## Task objective
Among the entries that follow, tally the lines with the string "edges". Give no more than the number.

(Data extracted from a collection)
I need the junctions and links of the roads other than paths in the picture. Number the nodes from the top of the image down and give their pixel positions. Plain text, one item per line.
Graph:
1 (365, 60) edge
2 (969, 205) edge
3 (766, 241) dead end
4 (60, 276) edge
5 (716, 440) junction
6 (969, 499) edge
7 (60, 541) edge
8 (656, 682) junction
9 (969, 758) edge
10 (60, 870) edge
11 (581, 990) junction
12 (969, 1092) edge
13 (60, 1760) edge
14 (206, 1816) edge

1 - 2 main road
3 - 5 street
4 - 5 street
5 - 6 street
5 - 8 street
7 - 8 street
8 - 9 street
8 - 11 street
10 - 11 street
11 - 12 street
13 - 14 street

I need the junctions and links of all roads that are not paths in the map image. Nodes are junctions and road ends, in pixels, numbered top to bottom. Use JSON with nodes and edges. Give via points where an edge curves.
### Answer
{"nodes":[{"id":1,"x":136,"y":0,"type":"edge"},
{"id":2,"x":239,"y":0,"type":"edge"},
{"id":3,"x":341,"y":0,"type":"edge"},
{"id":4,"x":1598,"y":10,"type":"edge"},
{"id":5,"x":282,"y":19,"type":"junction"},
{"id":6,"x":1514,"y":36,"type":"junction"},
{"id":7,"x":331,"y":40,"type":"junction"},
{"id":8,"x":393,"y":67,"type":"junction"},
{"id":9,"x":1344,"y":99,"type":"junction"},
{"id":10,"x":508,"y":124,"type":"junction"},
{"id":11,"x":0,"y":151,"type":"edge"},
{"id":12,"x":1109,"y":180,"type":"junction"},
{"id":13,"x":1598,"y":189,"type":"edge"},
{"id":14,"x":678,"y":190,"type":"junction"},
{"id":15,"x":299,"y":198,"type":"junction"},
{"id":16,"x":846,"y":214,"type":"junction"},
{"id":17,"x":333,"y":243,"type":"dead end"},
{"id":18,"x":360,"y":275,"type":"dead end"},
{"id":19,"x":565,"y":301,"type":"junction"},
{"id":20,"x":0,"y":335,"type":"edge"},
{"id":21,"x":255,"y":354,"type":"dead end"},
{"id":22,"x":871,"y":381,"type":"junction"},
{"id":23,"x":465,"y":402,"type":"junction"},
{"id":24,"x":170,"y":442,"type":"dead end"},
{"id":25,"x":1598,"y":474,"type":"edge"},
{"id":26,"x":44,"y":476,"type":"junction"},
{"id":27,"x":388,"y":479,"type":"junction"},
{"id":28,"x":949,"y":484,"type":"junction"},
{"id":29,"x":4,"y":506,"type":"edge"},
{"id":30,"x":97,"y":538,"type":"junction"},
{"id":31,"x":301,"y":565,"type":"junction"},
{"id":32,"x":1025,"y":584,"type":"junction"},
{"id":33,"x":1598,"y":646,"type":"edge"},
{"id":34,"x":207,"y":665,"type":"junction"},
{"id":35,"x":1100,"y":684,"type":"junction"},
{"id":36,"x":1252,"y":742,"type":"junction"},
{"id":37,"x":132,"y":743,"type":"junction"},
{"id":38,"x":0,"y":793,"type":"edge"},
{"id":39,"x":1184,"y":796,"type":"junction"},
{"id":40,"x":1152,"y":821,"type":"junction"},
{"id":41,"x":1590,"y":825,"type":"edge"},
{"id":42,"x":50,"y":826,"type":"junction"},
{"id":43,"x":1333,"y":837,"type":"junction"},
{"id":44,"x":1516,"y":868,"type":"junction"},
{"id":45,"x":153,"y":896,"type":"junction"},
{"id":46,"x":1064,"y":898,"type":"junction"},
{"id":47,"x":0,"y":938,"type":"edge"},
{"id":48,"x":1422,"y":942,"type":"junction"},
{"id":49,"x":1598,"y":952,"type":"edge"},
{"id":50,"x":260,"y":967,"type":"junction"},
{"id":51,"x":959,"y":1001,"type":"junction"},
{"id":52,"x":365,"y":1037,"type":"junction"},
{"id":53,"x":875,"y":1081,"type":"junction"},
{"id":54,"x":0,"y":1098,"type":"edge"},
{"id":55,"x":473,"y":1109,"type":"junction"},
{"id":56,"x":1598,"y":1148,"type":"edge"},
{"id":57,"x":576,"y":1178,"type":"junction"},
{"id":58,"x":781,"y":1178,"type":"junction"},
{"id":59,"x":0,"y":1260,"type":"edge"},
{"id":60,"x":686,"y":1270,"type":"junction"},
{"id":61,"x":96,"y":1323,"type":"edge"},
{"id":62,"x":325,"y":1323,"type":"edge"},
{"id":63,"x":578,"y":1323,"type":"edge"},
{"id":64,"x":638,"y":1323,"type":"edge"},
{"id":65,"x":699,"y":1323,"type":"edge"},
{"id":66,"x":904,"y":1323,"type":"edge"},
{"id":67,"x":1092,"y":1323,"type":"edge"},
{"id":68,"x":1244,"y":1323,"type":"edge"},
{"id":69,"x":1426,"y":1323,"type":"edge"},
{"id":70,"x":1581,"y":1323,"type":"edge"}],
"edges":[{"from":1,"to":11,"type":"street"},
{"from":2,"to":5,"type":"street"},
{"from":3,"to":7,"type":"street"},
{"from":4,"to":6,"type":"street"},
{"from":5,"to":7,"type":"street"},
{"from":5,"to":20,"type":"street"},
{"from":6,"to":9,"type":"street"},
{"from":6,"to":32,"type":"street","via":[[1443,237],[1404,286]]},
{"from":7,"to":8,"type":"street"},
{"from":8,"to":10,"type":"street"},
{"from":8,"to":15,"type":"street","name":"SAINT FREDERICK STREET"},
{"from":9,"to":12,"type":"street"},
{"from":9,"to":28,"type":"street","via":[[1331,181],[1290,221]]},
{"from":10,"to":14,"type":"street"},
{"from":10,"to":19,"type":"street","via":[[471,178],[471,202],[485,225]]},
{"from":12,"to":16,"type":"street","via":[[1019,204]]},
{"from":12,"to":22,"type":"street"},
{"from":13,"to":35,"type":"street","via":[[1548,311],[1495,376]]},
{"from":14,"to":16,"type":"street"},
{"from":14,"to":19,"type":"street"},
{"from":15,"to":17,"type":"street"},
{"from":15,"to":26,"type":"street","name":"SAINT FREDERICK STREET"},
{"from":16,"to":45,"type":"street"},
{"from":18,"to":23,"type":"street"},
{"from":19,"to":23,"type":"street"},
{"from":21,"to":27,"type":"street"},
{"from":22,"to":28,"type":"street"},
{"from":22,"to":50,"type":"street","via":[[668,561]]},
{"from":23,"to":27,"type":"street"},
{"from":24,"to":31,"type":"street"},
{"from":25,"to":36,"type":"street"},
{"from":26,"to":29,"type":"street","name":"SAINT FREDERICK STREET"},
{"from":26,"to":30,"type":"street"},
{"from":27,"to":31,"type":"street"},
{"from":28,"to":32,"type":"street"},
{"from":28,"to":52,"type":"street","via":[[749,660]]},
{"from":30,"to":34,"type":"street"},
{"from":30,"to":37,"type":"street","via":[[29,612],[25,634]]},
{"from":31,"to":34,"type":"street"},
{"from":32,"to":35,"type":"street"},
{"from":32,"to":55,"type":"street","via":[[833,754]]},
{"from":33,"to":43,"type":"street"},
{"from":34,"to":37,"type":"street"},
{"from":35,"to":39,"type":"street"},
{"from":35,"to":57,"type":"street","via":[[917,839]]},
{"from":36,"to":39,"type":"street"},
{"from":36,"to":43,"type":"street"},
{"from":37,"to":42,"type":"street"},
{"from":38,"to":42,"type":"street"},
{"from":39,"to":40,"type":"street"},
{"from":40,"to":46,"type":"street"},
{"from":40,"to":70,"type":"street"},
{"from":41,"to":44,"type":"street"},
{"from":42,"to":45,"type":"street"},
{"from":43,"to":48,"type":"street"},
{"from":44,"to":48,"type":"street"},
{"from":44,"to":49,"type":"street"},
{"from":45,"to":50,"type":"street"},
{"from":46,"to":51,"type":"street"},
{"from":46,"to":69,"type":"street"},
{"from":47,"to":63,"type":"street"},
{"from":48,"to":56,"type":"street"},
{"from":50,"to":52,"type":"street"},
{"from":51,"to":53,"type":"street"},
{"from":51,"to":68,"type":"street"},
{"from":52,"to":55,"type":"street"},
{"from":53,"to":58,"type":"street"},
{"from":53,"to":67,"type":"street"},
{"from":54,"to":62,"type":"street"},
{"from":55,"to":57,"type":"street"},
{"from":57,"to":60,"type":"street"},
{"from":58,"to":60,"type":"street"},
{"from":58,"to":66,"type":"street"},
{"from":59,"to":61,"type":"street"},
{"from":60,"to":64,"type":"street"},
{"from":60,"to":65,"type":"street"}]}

## Answer for the task
2